Problem details
Transcribe all records exactly; omit pictures.

*** Dataset extract ***

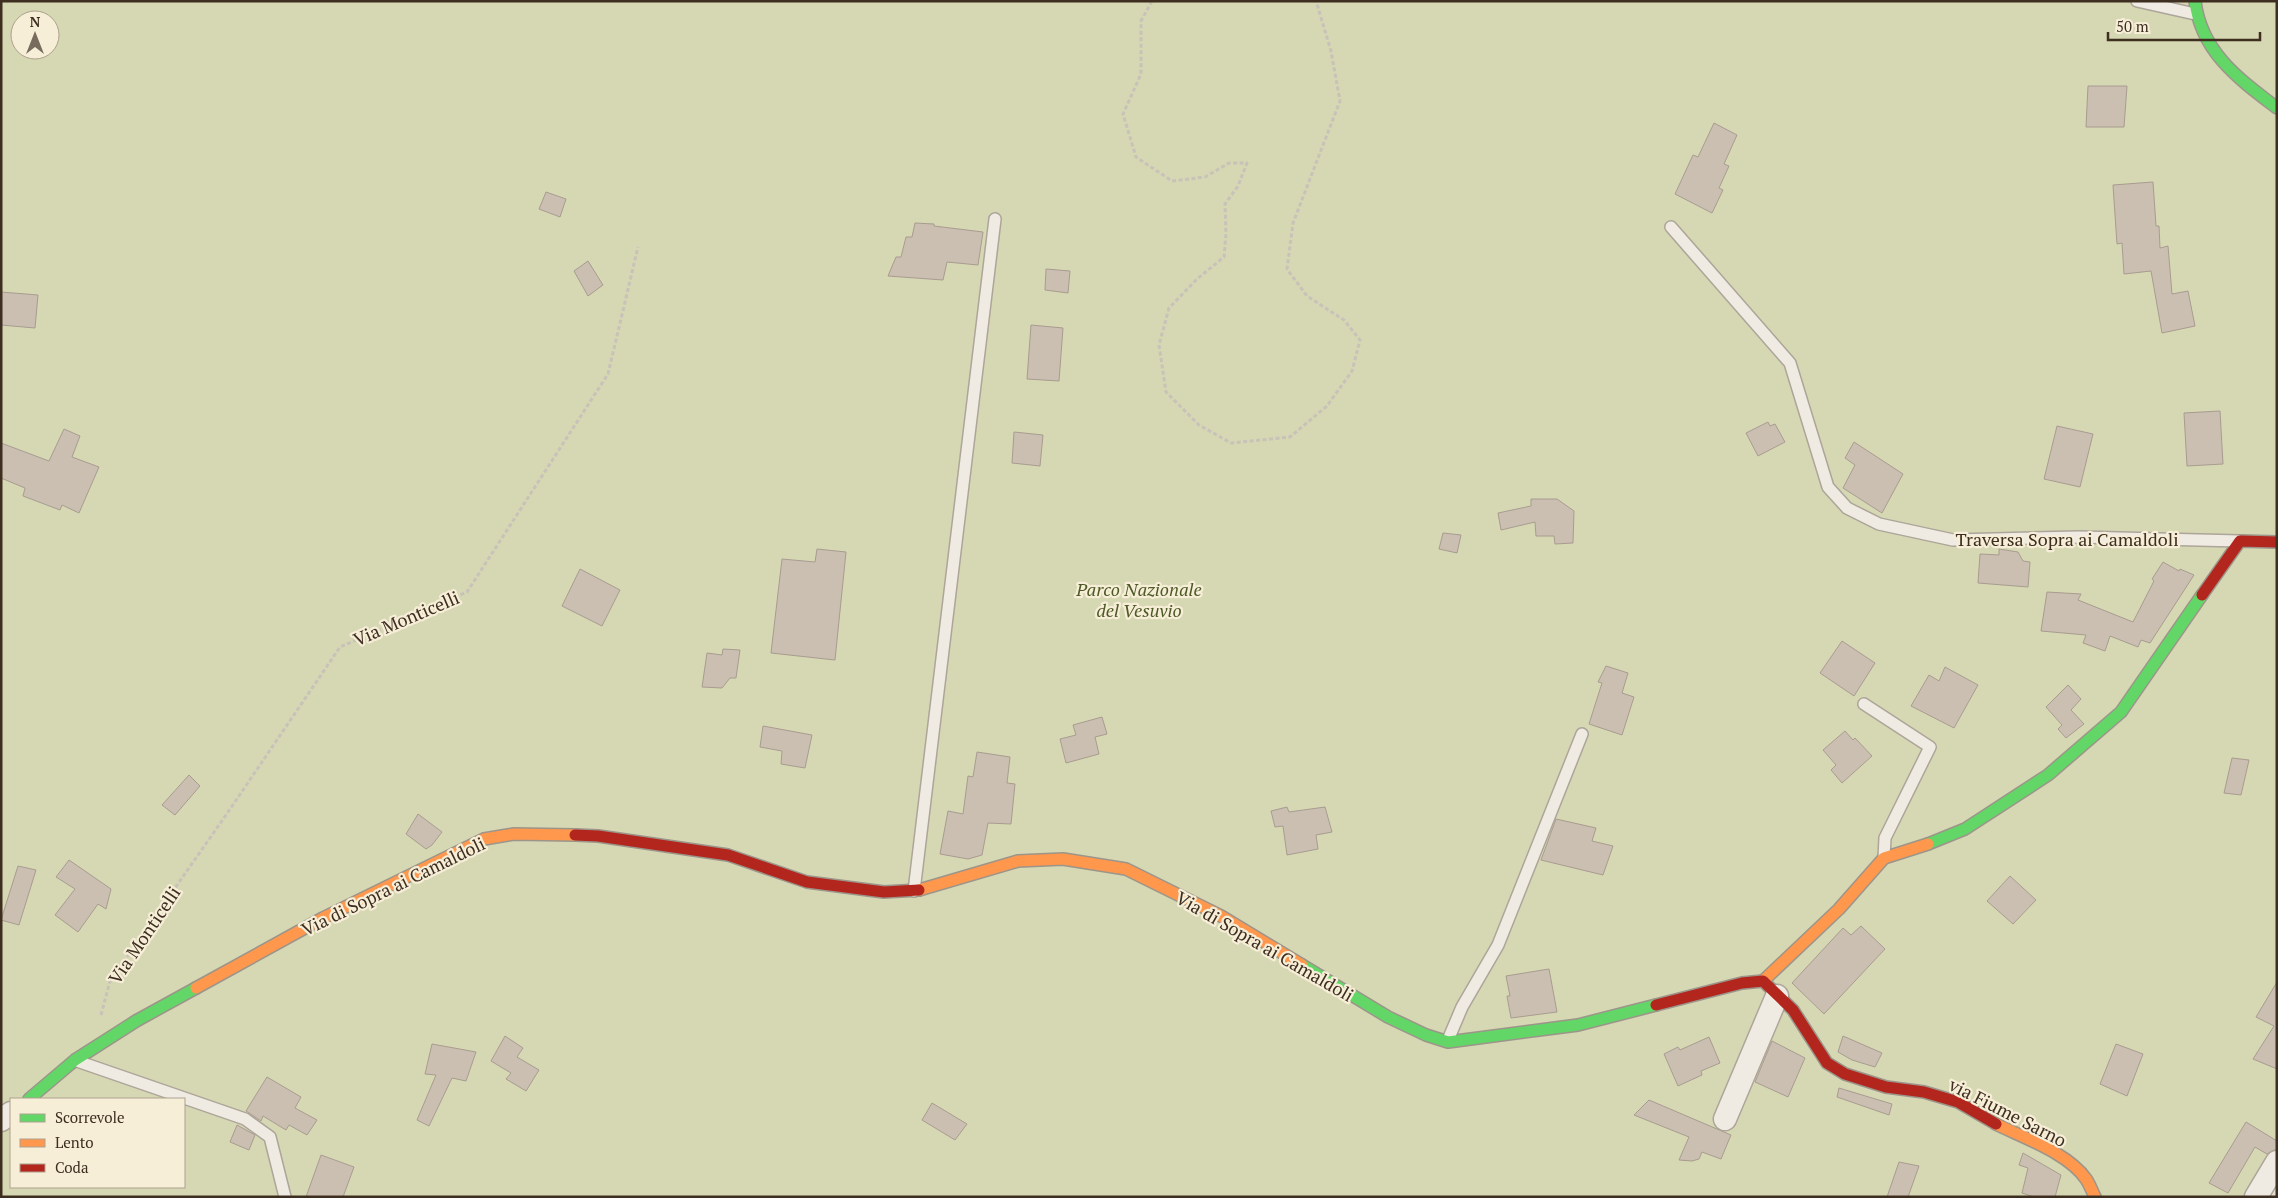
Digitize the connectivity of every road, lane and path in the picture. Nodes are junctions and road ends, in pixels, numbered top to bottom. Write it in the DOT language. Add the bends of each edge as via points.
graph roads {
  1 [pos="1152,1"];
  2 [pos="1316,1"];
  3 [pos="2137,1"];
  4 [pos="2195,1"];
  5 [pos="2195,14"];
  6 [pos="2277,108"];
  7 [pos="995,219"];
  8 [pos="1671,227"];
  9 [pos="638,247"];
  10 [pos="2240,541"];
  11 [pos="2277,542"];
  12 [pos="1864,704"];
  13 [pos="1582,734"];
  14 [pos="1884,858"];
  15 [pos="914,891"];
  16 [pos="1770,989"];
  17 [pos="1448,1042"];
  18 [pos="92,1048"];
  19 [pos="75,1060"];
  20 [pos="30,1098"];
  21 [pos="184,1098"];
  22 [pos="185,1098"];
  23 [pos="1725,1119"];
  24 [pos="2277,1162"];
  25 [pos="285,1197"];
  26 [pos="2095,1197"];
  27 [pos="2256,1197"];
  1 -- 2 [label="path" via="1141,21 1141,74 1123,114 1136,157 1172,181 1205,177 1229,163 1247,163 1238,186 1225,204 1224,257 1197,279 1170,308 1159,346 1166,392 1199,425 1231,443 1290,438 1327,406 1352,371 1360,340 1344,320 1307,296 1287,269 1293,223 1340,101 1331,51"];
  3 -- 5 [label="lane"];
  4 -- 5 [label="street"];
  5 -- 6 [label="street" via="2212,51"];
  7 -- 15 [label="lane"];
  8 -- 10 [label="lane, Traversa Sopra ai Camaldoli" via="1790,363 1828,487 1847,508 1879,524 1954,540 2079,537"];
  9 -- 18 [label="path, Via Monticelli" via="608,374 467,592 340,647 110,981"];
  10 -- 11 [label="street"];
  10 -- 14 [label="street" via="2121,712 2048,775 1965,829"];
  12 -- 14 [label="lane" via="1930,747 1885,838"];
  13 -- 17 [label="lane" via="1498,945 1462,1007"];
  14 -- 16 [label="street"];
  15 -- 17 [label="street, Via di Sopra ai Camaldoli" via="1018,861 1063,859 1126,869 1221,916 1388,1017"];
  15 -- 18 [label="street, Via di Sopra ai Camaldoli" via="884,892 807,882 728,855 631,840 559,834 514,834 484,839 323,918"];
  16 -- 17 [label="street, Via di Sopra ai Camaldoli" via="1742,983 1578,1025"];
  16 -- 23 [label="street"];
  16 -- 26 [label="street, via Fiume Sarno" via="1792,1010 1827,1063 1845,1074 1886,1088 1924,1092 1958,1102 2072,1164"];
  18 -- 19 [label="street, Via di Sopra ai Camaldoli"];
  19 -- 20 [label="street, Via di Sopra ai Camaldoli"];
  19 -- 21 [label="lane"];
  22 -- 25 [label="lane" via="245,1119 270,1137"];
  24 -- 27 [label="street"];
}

*** End of Dataset extract ***

Output
Digitize the connectivity of every road, lane and path in the picture. Nodes are junctions and road ends, in pixels, numbered top to bottom. Write it in the DOT language. Add the bends of each edge as via points.
graph roads {
  1 [pos="1152,1"];
  2 [pos="1316,1"];
  3 [pos="2137,1"];
  4 [pos="2195,1"];
  5 [pos="2195,14"];
  6 [pos="2277,108"];
  7 [pos="995,219"];
  8 [pos="1671,227"];
  9 [pos="638,247"];
  10 [pos="2240,541"];
  11 [pos="2277,542"];
  12 [pos="1864,704"];
  13 [pos="1582,734"];
  14 [pos="1884,858"];
  15 [pos="914,891"];
  16 [pos="1770,989"];
  17 [pos="1448,1042"];
  18 [pos="92,1048"];
  19 [pos="75,1060"];
  20 [pos="30,1098"];
  21 [pos="184,1098"];
  22 [pos="185,1098"];
  23 [pos="1725,1119"];
  24 [pos="2277,1162"];
  25 [pos="285,1197"];
  26 [pos="2095,1197"];
  27 [pos="2256,1197"];
  1 -- 2 [label="path" via="1141,21 1141,74 1123,114 1136,157 1172,181 1205,177 1229,163 1247,163 1238,186 1225,204 1224,257 1197,279 1170,308 1159,346 1166,392 1199,425 1231,443 1290,438 1327,406 1352,371 1360,340 1344,320 1307,296 1287,269 1293,223 1340,101 1331,51"];
  3 -- 5 [label="lane"];
  4 -- 5 [label="street"];
  5 -- 6 [label="street" via="2212,51"];
  7 -- 15 [label="lane"];
  8 -- 10 [label="lane, Traversa Sopra ai Camaldoli" via="1790,363 1828,487 1847,508 1879,524 1954,540 2079,537"];
  9 -- 18 [label="path, Via Monticelli" via="608,374 467,592 340,647 110,981"];
  10 -- 11 [label="street"];
  10 -- 14 [label="street" via="2121,712 2048,775 1965,829"];
  12 -- 14 [label="lane" via="1930,747 1885,838"];
  13 -- 17 [label="lane" via="1498,945 1462,1007"];
  14 -- 16 [label="street"];
  15 -- 17 [label="street, Via di Sopra ai Camaldoli" via="1018,861 1063,859 1126,869 1221,916 1388,1017"];
  15 -- 18 [label="street, Via di Sopra ai Camaldoli" via="884,892 807,882 728,855 631,840 559,834 514,834 484,839 323,918"];
  16 -- 17 [label="street, Via di Sopra ai Camaldoli" via="1742,983 1578,1025"];
  16 -- 23 [label="street"];
  16 -- 26 [label="street, via Fiume Sarno" via="1792,1010 1827,1063 1845,1074 1886,1088 1924,1092 1958,1102 2072,1164"];
  18 -- 19 [label="street, Via di Sopra ai Camaldoli"];
  19 -- 20 [label="street, Via di Sopra ai Camaldoli"];
  19 -- 21 [label="lane"];
  22 -- 25 [label="lane" via="245,1119 270,1137"];
  24 -- 27 [label="street"];
}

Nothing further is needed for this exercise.